Сам я тоже, несмотря на довольно солидный жизненный опыт, оставался еще существом вполне инфантильным. Нашел в пыли 23-миллиметровый снаряд (у нас их много там под ногами валялось) и кидал его в телеграфный столб, думая, что, когда он разорвется, спрячусь за углом казармы. К счастью, он не разорвался.
Мечта о полетах меня не оставила, но как осуществить ее, я не знал. Одна надежда была на американских агрессоров. На политзанятиях нам говорили, что американские агрессоры вот-вот развяжут мировую войну. Я надеялся, что, как только они ее развяжут, у нас сразу возрастет нужда в военных летчиках и меня примут в училище, несмотря на отсутствие аттестата зрелости, наличие перегородки в носу и окончания на «ич» в моей фамилии. Надежда укреплялась тем, что на самом деле война уже шла. В Северной Корее. Там наши летчики сражались с американцами под видом корейцев и китайских добровольцев.

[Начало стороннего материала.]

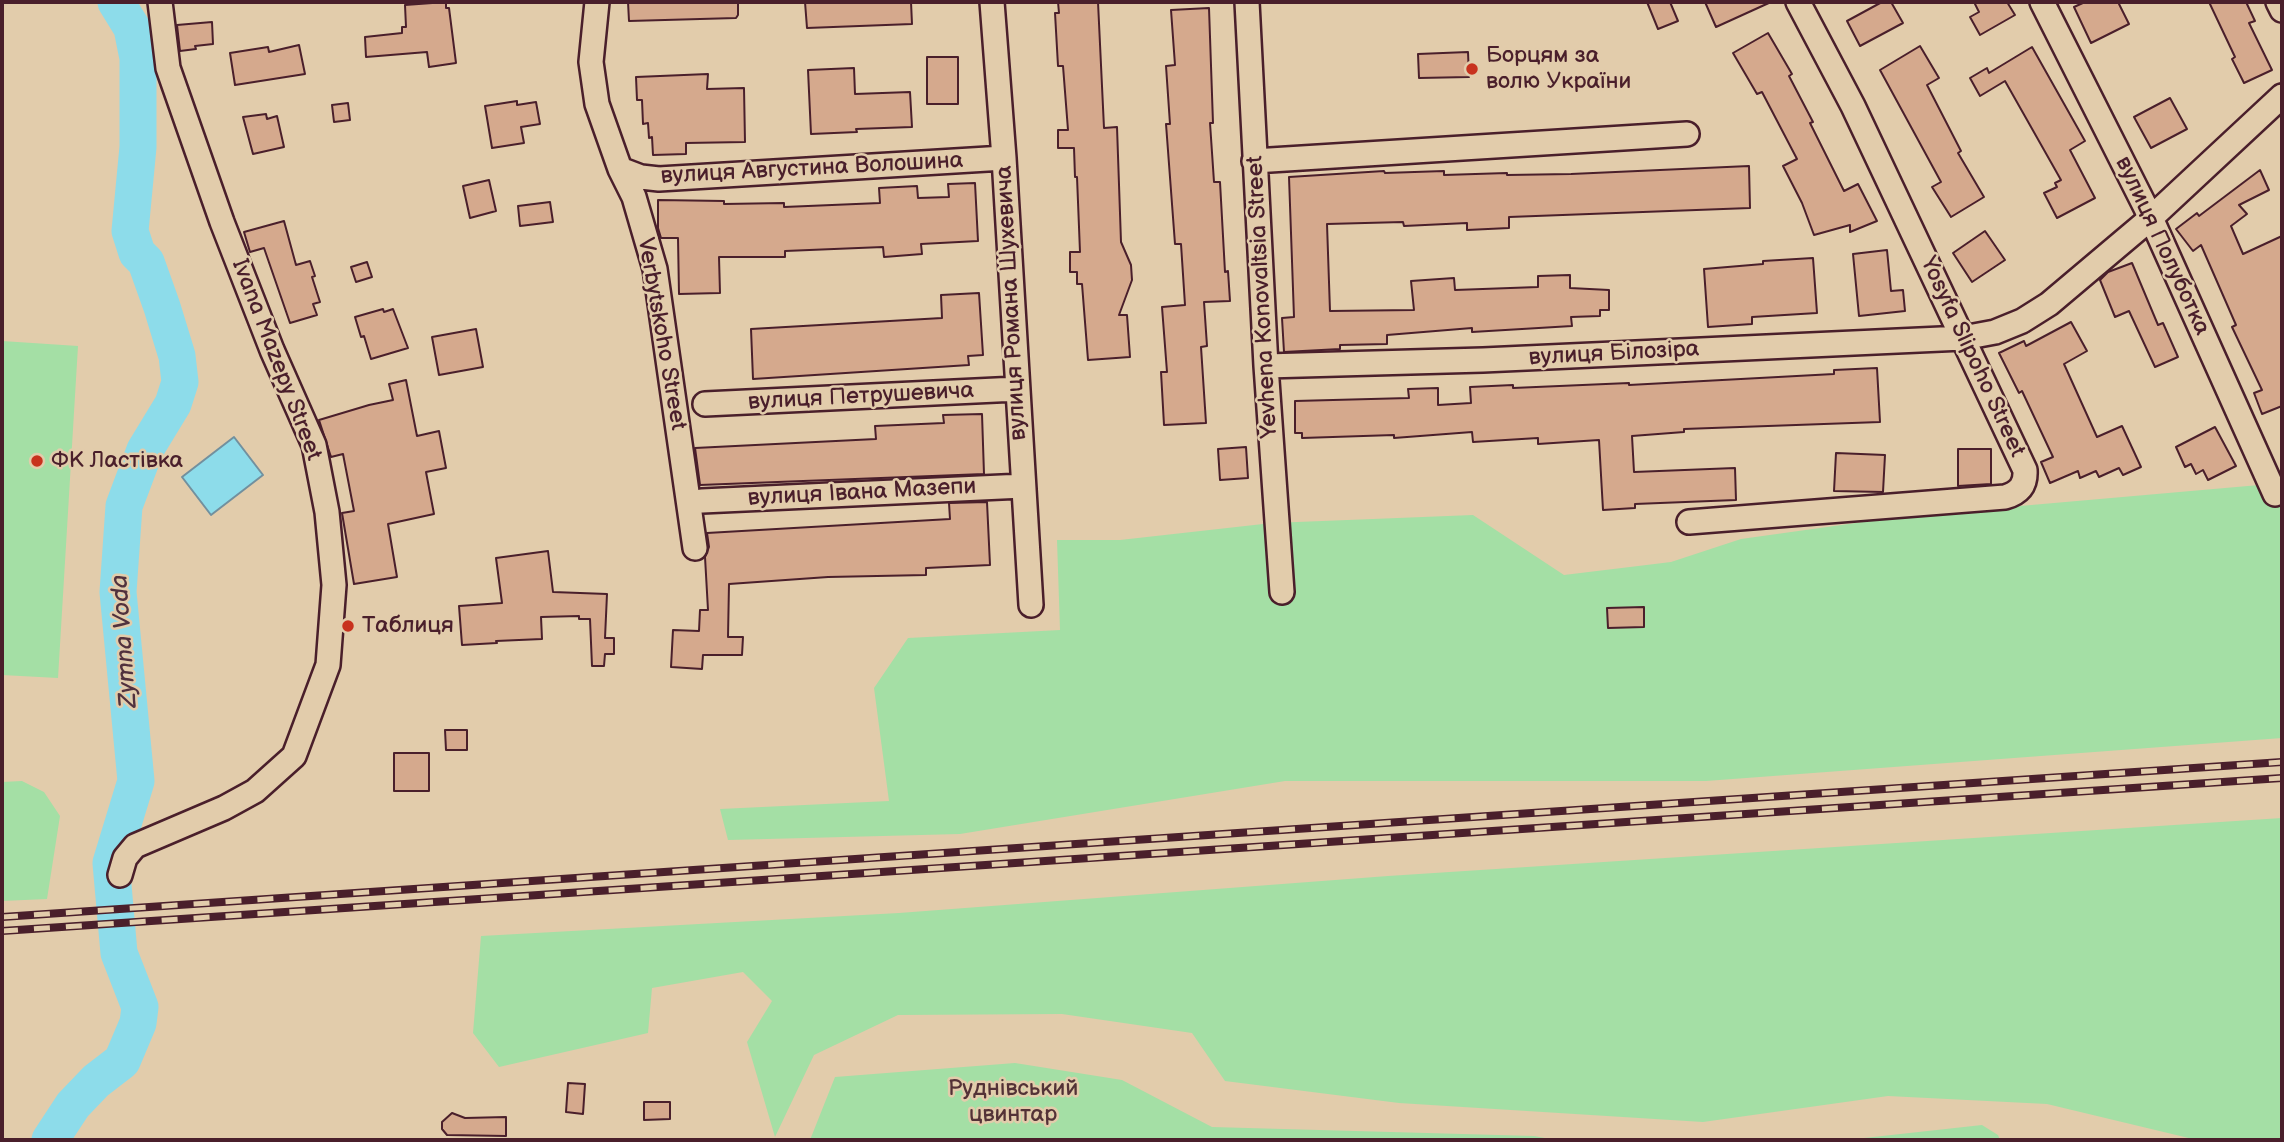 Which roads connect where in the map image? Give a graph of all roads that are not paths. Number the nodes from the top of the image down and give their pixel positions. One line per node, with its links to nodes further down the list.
1 (160, 2): 26 (street, Ivana Mazepy Street)
2 (597, 2): 13 (street, Verbytskoho Street)
3 (992, 2): 11 (street, вулиця Романа Шухевича)
4 (1247, 2): 12 (street, Yevhena Konovaltsia Street)
5 (1798, 2): 15 (street, Yosyfa Slipoho Street)
6 (2042, 2): 14 (street, вулиця Полуботка)
7 (2278, 2): 8 (street)
8 (2282, 10)
9 (2282, 96): 14 (street, вулиця Білозіра)
10 (1687, 134): 12 (street)
11 (1004, 158): 13 (street, вулиця Августина Волошина); 17 (street, вулиця Романа Шухевича)
12 (1254, 161): 16 (street, Yevhena Konovaltsia Street)
13 (620, 169): 23 (street, Verbytskoho Street)
14 (2151, 218): 15 (street, вулиця Білозіра); 20 (street, вулиця Полуботка)
15 (1963, 338): 16 (street, вулиця Білозіра); 22 (street, Yosyfa Slipoho Street)
16 (1266, 366): 24 (street, Yevhena Konovaltsia Street)
17 (1017, 389): 18 (street, вулиця Петрушевича); 19 (street, вулиця Романа Шухевича)
18 (705, 404)
19 (1023, 486): 21 (street, вулиця Івана Мазепи); 25 (street, вулиця Романа Шухевича)
20 (2275, 494)
21 (702, 500)
22 (1689, 522)
23 (695, 548)
24 (1282, 592)
25 (1031, 605)
26 (120, 876)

Замполиты говорили о врагах-американцах с уважением, о друзьях-корейцах и китайцах – пренебрежительно. Рассказывали анекдот. Американский летчик просит захвативших его в плен корейцев показать сбившего его аса. Ему показывают узкоглазого военного в корейской форме. Американец говорит:
– Это не он. Тот по радио мне кричал: «Я тебе… твою мать, не кореец!»
У нас в части и в самом деле обстановка была тревожная, как перед войной. По ночам гудели грузовики. Они двигались со светомаскировочными фарами. Старшина говорил, что они возят боеприпасы. Я думал: раз возят, значит, к чему-то готовятся.

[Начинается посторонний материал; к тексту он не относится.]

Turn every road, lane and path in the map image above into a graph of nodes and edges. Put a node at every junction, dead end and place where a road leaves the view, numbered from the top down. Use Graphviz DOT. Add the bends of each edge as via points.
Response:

Может быть, из-за нагнетания общей тревоги во мне возникло и окрепло ощущение скорого конца. Я думал, что это последний год моей жизни, и предчувствие настолько переросло в уверенность, что я очень удивился, когда мне, уже во время службы в Польше, исполнилось двадцать лет.

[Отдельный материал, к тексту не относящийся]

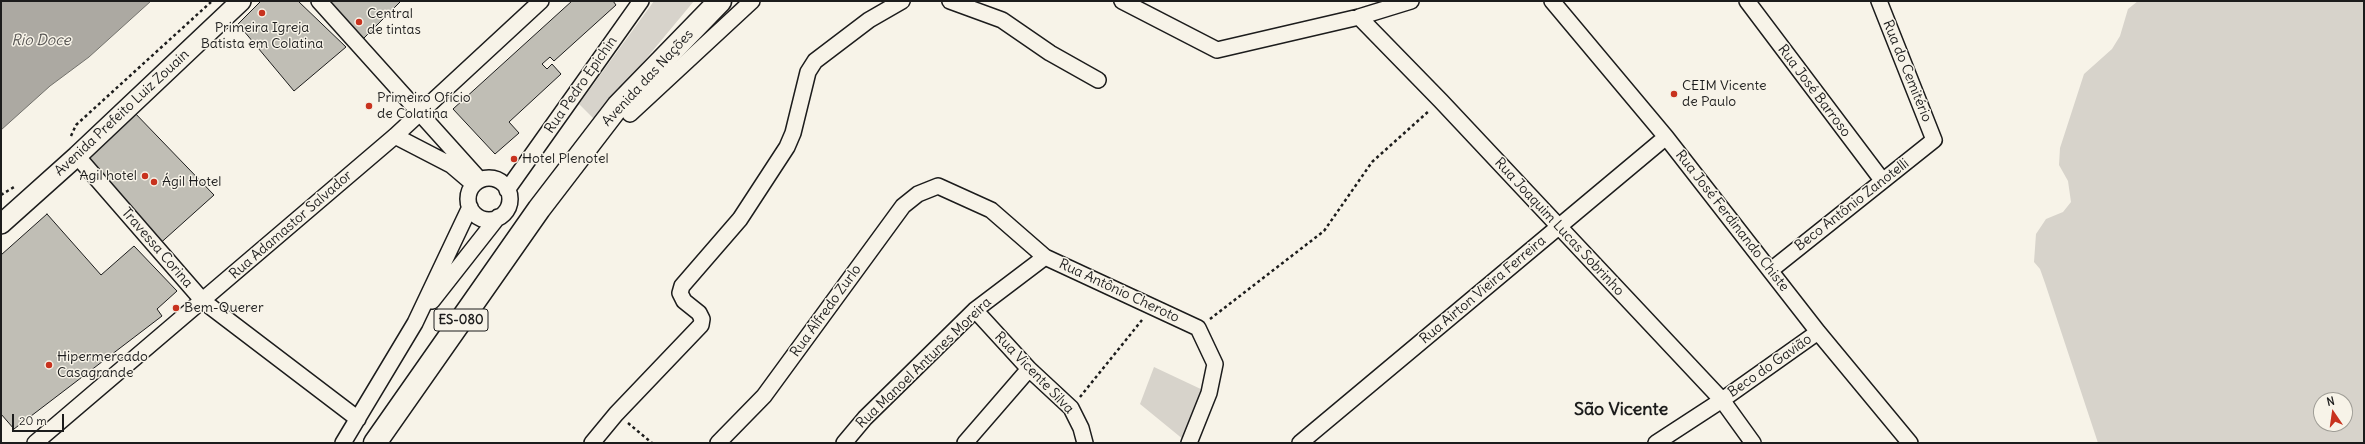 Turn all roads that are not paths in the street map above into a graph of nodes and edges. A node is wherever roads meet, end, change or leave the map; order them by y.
1 (241, 1) edge
2 (319, 1) edge
3 (541, 1) edge
4 (641, 1) edge
5 (752, 1) edge
6 (902, 1) edge
7 (950, 1) edge
8 (1122, 1) edge
9 (1411, 1) edge
10 (1552, 1) edge
11 (1747, 1) edge
12 (1879, 1) edge
13 (718, 4) edge
14 (1359, 17) junction
15 (1098, 80) dead end
16 (419, 114) junction
17 (630, 114) junction
18 (395, 136) junction
19 (1666, 137) junction
20 (1934, 140) joint
21 (77, 156) junction
22 (455, 161) junction
23 (1882, 180) junction
24 (477, 183) junction
25 (938, 186) joint
26 (507, 190) junction
27 (470, 207) junction
28 (539, 209) junction
29 (498, 217) junction
30 (1, 224) edge
31 (1558, 226) junction
32 (1044, 257) junction
33 (1771, 270) junction
34 (203, 301) junction
35 (975, 310) junction
36 (415, 323) junction
37 (1818, 332) junction
38 (1029, 368) junction
39 (1722, 400) junction
40 (358, 419) junction
41 (377, 439) edge
42 (1085, 442) edge
43 (35, 443) edge
44 (344, 443) edge
45 (592, 443) edge
46 (718, 443) edge
47 (844, 443) edge
48 (965, 443) edge
49 (1189, 443) edge
50 (1300, 443) edge
51 (1656, 443) edge
52 (1753, 443) edge
53 (1910, 443) edge

1 - 21 street, Avenida Prefeito Luiz Zouain
2 - 16 street
3 - 16 street, Rua Adamastor Salvador
4 - 26 street, Rua Pedro Epichin
5 - 17 street
6 - 45 street
7 - 15 street
8 - 14 street
9 - 14 street
10 - 19 street, Rua José Ferdinando Chiste
11 - 23 street, Rua José Barroso
12 - 20 street, Rua do Cemitério
13 - 17 main road, Avenida das Nações / ES-080
13 - 28 main road, Avenida das Nações / ES-080
14 - 31 street, Rua Joaquim Lucas Sobrinho
16 - 18 street, Rua Adamastor Salvador
16 - 22 street
17 - 28 main road, Avenida das Nações / ES-080
18 - 22 street
18 - 34 street, Rua Adamastor Salvador
19 - 31 street, Rua Airton Vieira Ferreira
19 - 33 street, Rua José Ferdinando Chiste
20 - 23 street, Beco Antônio Zanotelli
21 - 30 street, Avenida Prefeito Luiz Zouain
21 - 34 street, Travessa Corina
22 - 24 street
23 - 33 street, Beco Antônio Zanotelli
24 - 26 street
24 - 27 street
25 - 32 street, Rua Antônio Cheroto
25 - 46 street, Rua Alfredo Zurlo
26 - 29 street
27 - 29 street
27 - 36 street
28 - 41 main road, Avenida das Nações / ES-080
29 - 36 street
31 - 39 street, Rua Joaquim Lucas Sobrinho
31 - 50 street, Rua Airton Vieira Ferreira
32 - 35 street, Rua Manoel Antunes Moreira
32 - 49 street, Rua Antônio Cheroto
33 - 37 street, Rua José Ferdinando Chiste
34 - 40 street, Travessa Corina
34 - 43 street, Rua Adamastor Salvador
35 - 38 street, Rua Vicente Silva
35 - 47 street, Rua Manoel Antunes Moreira
36 - 40 street
37 - 39 street, Beco do Gavião
37 - 53 street, Rua José Ferdinando Chiste
38 - 42 street, Rua Vicente Silva
38 - 48 street
39 - 51 street, Beco do Gavião
39 - 52 street, Rua Joaquim Lucas Sobrinho
40 - 44 street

Именно тогда я обнаружил у себя первый седой волос.
В Джанкое при мне состоялось выездное заседание военного трибунала. Два молодых солдата, только что призванных на службу, от самой службы не уклонились, но взять в руки оружие категорически отказались. Потому что были баптистами.
Их судили не сразу. Пытались переубедить. От слов перешли к угрозам, от угроз к действиям. Их посадили на гауптвахту с обещанием выпустить, как только они откажутся от своей дури. Они не отказались и были преданы суду военного трибунала. Заседание было выездное, открытое и показательное для других солдат, чтобы они посмотрели, что будет с теми, кто откажется взять оружие. Подсудимых допрашивали председательствующий и два заседателя. Они не признали себя виновными, твердо объяснив, что убеждения им не позволяют преступить Божью заповедь «не убий». В конце концов им дали последнее слово, перед которым председательствующий предлагал им еще раз подумать и отказаться от своих ложных, по его мнению, убеждений. Один из них сказал:
– Я не могу взять в руки оружие, потому что Бог запрещает мне убивать. Мне говорят, что, если я не убью врага, он убьет меня. А я говорю: пусть убьет. Мое тело он убьет, но душа живая останется.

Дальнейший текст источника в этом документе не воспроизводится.